Persistent Project_Service Queue Job Failure with SSL Cert Failures

Looking at https://mygitlab.com/admin/background_jobs (sidekiq tab in Admin/Monitoring), I am getting lots of errors like this:

Queue =  project_service

Job = ProjectServiceWorker

Error =  OpenSSL::SSL::SSLError: SSL_connect returned=1 errno=0 state=error: certificate verify failed

Arguments = 
842, {"object_kind"=>"merge_request", "user"=>{"name"=>"user name", "username"=>"username", "avatar_url"=>"https://secure.gravatar.com/avatar/565489a5d93a21145506d8a886182?s=80&d=identicon"}, "project"=>{"name"=>"projectname", "description"=>"desc", ...

I think it has something to do with some embedded SSL CA file missing my signing authority but it’s very hard to find.
I can configure GIT so it works without any issues with this CA, but the above is probably some worker process (in ruby sidekiq jobs) that is using https urls against localhost unnecessarily. Ideally I’d like it to tell me what the URL it’s accessing when it gets this error.

I figured out the problem. I’m documenting it here in case anyone else get’s curious:

  1. It’s a certificate issue on my server. My server is a gitlab omnibus server, with both mattermost and the main gitlab server services running.

  2. The Gitlab instance sends messages (in my case over https), which are “webhooks”, in the same format that Slack webhooks might be, in fact, it’s the Slack service (gitlab’s terminology for a configurable per-project service endpoint) in each of my projects that is generating these job failures.

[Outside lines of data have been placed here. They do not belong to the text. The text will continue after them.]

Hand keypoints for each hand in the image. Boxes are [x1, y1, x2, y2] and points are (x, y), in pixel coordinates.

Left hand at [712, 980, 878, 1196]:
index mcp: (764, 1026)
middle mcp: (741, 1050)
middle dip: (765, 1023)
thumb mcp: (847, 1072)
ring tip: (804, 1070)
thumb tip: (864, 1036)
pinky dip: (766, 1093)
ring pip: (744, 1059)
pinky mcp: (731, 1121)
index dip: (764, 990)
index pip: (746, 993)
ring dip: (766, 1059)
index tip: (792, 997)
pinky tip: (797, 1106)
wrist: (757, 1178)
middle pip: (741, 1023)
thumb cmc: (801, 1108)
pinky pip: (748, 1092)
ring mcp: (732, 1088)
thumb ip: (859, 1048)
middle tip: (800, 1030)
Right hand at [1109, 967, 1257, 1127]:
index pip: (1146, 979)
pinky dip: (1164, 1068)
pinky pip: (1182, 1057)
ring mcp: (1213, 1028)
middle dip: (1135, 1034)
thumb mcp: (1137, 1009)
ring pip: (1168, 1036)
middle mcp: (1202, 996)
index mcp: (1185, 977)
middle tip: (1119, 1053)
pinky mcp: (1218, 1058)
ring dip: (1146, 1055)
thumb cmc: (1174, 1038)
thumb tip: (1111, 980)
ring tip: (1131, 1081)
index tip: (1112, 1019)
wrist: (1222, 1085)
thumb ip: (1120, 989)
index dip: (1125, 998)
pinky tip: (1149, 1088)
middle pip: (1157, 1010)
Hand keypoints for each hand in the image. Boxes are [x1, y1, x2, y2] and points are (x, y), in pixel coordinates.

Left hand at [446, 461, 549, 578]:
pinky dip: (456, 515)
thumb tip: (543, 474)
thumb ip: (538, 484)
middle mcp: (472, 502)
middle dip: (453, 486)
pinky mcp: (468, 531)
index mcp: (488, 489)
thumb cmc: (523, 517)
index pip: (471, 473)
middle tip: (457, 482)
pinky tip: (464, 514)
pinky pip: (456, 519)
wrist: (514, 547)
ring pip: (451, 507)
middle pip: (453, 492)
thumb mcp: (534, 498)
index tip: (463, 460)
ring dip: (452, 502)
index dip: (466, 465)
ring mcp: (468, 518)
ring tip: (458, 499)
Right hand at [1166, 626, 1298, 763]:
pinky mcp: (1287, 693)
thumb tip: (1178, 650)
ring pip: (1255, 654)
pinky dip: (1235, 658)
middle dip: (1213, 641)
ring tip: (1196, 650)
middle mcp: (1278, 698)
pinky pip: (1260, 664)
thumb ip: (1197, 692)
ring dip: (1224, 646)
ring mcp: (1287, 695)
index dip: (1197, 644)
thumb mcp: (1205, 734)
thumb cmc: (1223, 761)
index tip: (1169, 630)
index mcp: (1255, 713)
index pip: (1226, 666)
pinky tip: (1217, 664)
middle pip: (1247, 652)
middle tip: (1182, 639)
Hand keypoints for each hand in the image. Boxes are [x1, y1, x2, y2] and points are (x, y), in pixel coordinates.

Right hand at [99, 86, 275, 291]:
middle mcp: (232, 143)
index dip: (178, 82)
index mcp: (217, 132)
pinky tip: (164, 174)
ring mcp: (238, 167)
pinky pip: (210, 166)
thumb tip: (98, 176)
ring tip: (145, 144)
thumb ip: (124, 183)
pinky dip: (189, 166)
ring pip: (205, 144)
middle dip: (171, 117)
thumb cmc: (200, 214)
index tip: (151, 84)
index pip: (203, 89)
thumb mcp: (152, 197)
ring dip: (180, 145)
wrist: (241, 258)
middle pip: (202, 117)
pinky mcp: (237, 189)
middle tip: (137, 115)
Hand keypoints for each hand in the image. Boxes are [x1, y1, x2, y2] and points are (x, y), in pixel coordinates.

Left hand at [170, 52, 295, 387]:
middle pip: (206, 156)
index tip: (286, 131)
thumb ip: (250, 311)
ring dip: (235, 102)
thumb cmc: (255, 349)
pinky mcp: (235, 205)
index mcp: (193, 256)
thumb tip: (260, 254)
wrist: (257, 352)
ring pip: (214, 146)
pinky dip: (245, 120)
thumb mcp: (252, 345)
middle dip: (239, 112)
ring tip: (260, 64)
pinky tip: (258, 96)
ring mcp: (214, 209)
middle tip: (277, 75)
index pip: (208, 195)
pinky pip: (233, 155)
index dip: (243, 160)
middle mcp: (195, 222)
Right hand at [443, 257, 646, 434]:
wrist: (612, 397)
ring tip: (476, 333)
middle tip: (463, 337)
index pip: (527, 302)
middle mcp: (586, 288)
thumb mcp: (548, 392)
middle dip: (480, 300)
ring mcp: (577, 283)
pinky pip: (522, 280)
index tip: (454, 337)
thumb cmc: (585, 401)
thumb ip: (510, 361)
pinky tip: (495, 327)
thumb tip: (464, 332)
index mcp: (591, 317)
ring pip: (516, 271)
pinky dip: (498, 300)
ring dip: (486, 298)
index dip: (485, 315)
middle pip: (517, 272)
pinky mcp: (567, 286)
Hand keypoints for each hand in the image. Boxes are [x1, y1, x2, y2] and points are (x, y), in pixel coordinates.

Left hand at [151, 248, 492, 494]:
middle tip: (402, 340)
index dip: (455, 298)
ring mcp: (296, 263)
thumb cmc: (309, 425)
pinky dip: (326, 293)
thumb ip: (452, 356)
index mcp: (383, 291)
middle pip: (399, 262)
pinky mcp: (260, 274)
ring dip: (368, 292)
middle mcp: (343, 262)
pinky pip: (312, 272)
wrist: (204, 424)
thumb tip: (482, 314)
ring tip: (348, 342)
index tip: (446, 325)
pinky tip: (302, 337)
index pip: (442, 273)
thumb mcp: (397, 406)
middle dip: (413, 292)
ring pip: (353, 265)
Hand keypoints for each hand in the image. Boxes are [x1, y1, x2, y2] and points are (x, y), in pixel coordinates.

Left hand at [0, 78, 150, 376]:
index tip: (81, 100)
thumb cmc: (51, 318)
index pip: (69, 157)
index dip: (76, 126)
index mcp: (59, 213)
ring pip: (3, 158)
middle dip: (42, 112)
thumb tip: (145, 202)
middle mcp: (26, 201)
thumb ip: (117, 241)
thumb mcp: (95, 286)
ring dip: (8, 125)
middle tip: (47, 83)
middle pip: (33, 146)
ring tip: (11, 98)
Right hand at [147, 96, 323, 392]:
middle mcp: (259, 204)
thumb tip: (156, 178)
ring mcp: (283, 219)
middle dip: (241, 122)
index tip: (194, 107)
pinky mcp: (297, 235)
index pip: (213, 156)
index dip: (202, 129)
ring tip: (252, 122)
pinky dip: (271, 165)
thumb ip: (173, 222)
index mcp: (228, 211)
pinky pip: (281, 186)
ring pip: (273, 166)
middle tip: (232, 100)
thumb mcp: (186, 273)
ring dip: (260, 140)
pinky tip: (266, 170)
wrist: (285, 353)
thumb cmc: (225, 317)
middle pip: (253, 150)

It’s a bit hard to figure out that from the SideKiq UI.

  3. To solve the problem, I went in and made sure that I could successfully execute a command like this without getting the same certificate failure problem:

curl -i -X POST -d 'payload={"text": "Hello, this is some text.\nThis is more text."}' <https://mymattermostsite.mydomain.com/hooks/oazuwrybtpf85mqs3qu4sjrhho --cacert /opt/gitlab/embedded/ssl/certs/cacert.pem> 
  1. To fix it so curl worked, I could either workaround (not useful!) by dropping certificate validation (not possible inside the current Slack service configuration, and probably not a good idea to even permit it). To fix it, in my case I changed this line in my /etc/gitlab/gitlab.rb:
nginx['ssl_client_certificate'] = "/etc/ssl/certs/ca-bundle.pem" # replaced previous ssl client certificate bundle.
  1. The actual process of producing the correct ca-bundle.pem content for the above is complex. For me, it had to do with the fact that the wildcard certificate my organization gave me did not contain its own trust-chain bundled with it. I did a pile of googling and found people who generated bundles that contain all intermediates, plus the root CA, plus my own site’s wildcard’s CA. So CERTS are signed by CAs, and those CAs have trust relationships. Unless the whole chain is found, you get that certificate verify failed error.

That worked for a while and stopped working. Back to stumped.